Review by Booklist Review

*Starred Review* Baskin tells this luminous story entirely from the point of view of Jason, an autistic boy who is a creative-writing whiz and deft explainer of literary devices, but markedly at a loss in social interactions with neurotypicals both at school and at home. He is most comfortable in an online writing forum called Storyboard, where his stories kindle an e-mail-based friendship with a girl. His excitement over having a real friend (and maybe even girlfriend) turns to terror when he learns that his parents want to take him on a trip to the Storyboard conference, where he'll no doubt have to meet her in person. With stunning economy, Baskin describes Jason's attempts to interpret body language and social expectations, revealing the extreme disconnect created by his internalization of the world around him. Despite his handicap, Jason moves through his failures and triumphs with the same depth of courage and confusion of any boy his age. His story, while neither particularly heartbreaking nor heartwarming, shows that the distinction between normal and not normal is whisper-thin but easily amplified to create the chasm between different and defective. This is an enormously difficult subject, but Baskin, without dramatics or sentimentality, makes it universal. As Jason explains, there's really only one kind of plot: Stuff happens. That's it.--Chipman, Ian Copyright 2009 Booklist

From Booklist, Copyright (c) American Library Association. Used with permission.
Review by Publisher's Weekly Review

Baskin (All We Know of Love) steps into the mind of an autistic boy who, while struggling to deal with the "neurotypical" world, finds his voice through his writing ability. Though Jason initially seemed a prodigy, by third grade he had fallen behind academically, and his parents reluctantly had him tested ("A year later the only letters anybody cared about were ASD, NLD, and maybe ADD or ADHD, which I think my mom would have liked better. BLNT. Better luck next time"). Now in sixth grade, Jason still has behavioral difficulties, but is passionate about his writing and actively posts stories in an online forum. There he strikes up a friendship with (and develops a crush on) a fellow writer, though he becomes distraught when he discovers they will both be attending the same writing conference. The first-person narration gives dramatic voice to Jason's inner thoughts about his family and his own insecurities, even as he withholds details (usually about incidents at school) from readers. Jason's powerful and perceptive viewpoint should readily captivate readers and open eyes. Ages 10-14. (Mar.) (c) Copyright PWxyz, LLC. All rights reserved

(c) Copyright PWxyz, LLC. All rights reserved
Review by School Library Journal Review

Gr 4-7-Baskin writes in the voice of a high-functioning boy who identifies himself as having numerous disorders, most with labels that appear as alphabet soup. In the third grade, after yet another battery of tests, Jason receives the diagnosis of autism. Now in sixth grade, he relates how he does not fit in, even though he tries to follow the instructions of his therapists and helpers. He labels the rest of his classmates and teachers as neurotypicals, or NTs for short. While humor resonates throughout the book, the pathos of Jason's situation is never far from readers' consciousness. If only he could act on what he knows he needs to do, his life would be so much easier. Jason also shows himself to be a deep thinker and an excellent writer. Through his stories and thinly veiled fictional characters, Baskin reveals not only the obstacles that Jason faces, but also his fierce determination to be himself at all costs. Jason is a believable and empathetic character in spite of his idiosyncrasies. Baskin also does a superb job of developing his parents and younger brother as real people with real problems, bravely traversing their lives with a differently abled child without a road map, but with a great deal of love.-Wendy Smith-D'Arezzo, Loyola College, Baltimore, MD (c) Copyright 2010. Library Journals LLC, a wholly owned subsidiary of Media Source, Inc. No redistribution permitted.

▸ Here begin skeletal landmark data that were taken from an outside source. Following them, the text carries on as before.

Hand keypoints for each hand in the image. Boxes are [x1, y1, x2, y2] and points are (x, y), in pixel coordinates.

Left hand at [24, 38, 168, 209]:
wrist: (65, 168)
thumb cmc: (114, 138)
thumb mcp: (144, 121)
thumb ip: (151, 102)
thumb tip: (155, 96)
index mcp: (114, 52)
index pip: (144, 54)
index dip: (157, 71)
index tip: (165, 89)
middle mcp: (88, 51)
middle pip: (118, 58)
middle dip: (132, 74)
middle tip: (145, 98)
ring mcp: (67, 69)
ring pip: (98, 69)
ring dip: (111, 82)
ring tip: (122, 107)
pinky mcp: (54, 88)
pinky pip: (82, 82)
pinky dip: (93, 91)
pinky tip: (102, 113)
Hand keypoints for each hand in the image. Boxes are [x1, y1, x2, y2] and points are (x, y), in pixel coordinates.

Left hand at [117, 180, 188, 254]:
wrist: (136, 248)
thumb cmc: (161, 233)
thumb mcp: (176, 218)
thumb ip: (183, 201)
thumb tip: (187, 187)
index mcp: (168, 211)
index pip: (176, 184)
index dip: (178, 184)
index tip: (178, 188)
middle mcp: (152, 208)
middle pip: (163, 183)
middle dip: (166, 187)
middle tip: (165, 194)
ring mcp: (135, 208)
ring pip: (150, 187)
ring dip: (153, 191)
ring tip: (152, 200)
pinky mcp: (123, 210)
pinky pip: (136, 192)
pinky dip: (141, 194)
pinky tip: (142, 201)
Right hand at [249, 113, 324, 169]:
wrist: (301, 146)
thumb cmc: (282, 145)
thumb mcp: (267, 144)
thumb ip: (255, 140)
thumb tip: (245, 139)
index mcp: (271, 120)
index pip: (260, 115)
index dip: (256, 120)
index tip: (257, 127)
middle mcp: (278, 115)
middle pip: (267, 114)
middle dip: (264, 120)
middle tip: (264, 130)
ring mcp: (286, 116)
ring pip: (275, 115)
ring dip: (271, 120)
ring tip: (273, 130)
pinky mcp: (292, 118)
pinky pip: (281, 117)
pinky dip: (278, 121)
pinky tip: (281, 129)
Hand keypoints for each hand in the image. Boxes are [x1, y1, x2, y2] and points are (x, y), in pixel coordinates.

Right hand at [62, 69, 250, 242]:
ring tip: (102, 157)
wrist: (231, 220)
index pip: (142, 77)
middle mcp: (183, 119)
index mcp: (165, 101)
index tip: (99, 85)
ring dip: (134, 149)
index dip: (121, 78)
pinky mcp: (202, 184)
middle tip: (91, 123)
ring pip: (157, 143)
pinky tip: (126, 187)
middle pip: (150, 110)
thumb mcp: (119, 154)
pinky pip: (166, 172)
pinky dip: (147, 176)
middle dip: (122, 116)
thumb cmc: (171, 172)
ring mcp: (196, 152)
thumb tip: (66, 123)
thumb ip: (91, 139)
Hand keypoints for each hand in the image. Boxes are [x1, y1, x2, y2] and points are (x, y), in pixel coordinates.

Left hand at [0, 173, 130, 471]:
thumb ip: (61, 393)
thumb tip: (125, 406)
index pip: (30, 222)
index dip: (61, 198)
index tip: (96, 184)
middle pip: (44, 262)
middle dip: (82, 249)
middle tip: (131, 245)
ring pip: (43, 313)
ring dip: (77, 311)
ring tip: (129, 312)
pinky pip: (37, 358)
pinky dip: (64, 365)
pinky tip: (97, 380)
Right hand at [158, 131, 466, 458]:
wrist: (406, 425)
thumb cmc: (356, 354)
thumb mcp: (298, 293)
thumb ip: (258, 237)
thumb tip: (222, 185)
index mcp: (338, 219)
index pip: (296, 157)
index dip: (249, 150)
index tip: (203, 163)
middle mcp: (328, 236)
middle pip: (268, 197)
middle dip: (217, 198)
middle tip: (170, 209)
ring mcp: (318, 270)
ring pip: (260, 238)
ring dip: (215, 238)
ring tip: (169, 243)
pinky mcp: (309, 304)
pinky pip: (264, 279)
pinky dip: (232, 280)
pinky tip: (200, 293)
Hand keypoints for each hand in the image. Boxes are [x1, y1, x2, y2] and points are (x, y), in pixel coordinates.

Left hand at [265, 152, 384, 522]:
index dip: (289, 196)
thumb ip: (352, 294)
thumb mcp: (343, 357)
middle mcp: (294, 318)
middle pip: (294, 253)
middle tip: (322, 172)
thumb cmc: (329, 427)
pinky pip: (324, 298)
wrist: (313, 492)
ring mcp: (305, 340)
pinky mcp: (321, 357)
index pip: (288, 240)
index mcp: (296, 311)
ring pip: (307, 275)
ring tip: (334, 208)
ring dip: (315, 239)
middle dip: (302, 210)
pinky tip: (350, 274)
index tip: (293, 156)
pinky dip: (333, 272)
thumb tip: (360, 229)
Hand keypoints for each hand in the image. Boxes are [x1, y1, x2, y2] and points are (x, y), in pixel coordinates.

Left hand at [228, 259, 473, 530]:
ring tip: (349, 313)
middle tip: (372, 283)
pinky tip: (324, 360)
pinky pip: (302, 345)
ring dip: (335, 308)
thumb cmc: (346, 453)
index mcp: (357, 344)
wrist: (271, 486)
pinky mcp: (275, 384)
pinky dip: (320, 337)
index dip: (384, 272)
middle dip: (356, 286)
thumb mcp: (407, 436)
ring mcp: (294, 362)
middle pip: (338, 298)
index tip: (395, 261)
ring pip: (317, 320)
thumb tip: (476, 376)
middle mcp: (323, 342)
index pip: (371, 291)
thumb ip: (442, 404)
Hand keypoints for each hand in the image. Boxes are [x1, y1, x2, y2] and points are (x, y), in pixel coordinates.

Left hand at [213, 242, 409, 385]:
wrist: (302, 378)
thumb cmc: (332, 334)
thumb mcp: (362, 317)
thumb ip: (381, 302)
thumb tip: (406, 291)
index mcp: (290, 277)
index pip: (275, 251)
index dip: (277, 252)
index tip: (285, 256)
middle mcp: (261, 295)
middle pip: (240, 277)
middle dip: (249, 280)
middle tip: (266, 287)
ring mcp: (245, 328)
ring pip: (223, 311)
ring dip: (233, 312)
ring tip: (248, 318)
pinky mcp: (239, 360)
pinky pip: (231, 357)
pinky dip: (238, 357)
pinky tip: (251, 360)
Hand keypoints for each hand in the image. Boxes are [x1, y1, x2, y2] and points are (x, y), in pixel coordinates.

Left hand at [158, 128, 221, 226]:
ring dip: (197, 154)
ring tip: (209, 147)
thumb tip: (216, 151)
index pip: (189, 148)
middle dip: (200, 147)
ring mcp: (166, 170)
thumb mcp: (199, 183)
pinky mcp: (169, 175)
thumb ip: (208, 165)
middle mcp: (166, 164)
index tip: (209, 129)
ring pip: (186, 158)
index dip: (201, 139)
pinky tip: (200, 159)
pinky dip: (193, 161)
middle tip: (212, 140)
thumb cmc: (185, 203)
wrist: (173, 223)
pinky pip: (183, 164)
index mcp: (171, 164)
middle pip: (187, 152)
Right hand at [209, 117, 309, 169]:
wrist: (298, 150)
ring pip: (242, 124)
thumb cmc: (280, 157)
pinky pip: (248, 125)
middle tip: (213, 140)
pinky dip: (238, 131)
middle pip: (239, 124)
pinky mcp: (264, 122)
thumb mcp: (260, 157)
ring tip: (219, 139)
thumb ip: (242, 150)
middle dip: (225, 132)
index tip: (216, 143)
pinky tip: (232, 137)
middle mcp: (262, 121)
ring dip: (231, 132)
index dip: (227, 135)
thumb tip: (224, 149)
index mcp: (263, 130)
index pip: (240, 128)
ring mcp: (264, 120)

(c) Copyright Library Journals LLC, a wholly owned subsidiary of Media Source, Inc. No redistribution permitted.
Review by Horn Book Review

(Intermediate, Middle School) Baskin sets herself a difficult challenge by making her narrator both an aspiring writer and autistic, seemingly more severely so than, for instance, Ted in Siobhan Dowd's London Eye Mystery. Sixth-grader Jason is being mainstreamed this year (forgoing his one-on-one classroom aide), and sometimes the noises, smells, and interpersonal demands overwhelm him. One of his greatest comforts is the website Storyboard, where he posts a story about a dwarf considering a treatment that would make him normal-sized. When Jason's story attracts positive online comments from a girl, he begins to feel that he has a friend-even a girlfriend-but is panic-stricken when he learns they are both planning to attend the Storyboard conference. He's also distressed that his mother, not his father, ends up accompanying him to the conference, but both Jason and his "neurotypical" mom come to realize that in some ways he is more competent than she is. Baskin writes with striking honesty, especially about Jason's relationship with his parents, and incorporates many details about Jason's perceptions of and reactions to people that might help readers better understand their autistic peers. The book's greater strength, though, is communicating to readers how some of the same things that bother Jason might also bother them-whether it is bright lights, noisy rooms, or foods that touch-and establishing common ground. From HORN BOOK, (c) Copyright 2010. The Horn Book, Inc., a wholly owned subsidiary of Media Source, Inc. No redistribution permitted.

(c) Copyright The Horn Book, Inc., a wholly owned subsidiary of Media Source, Inc. No redistribution permitted.
Review by Kirkus Book Review

People say 12-year-old Jason Blake is weird. He blinks his eyes oddly and flaps his hands, his fingers jerking "like insects stuck on a string." Jason is autistic. He hates art class and PE, where there's too much space and unorganized time, but he feels at home on his computer, writing stories on the Storyboard website. When he meets a fellow writer named Rebecca online and has the chance to meet her in person at a Storyboard conference, he panics. What will happen to their comfortable online relationship when she meets him? Baskin's delineation of an autistic boy's world is brilliant, putting readers into Jason's mind, showing how he sees the world, understands how his parents feel about him, frets about fitting in and yearns to find at least one friend in the world. Readers even get some tips about writing short stories as they observe Jason composing his way to self-acceptance. "This is who I am. This is me," as one of his characters says. (Fiction. 10-14) Copyright Kirkus Reviews, used with permission.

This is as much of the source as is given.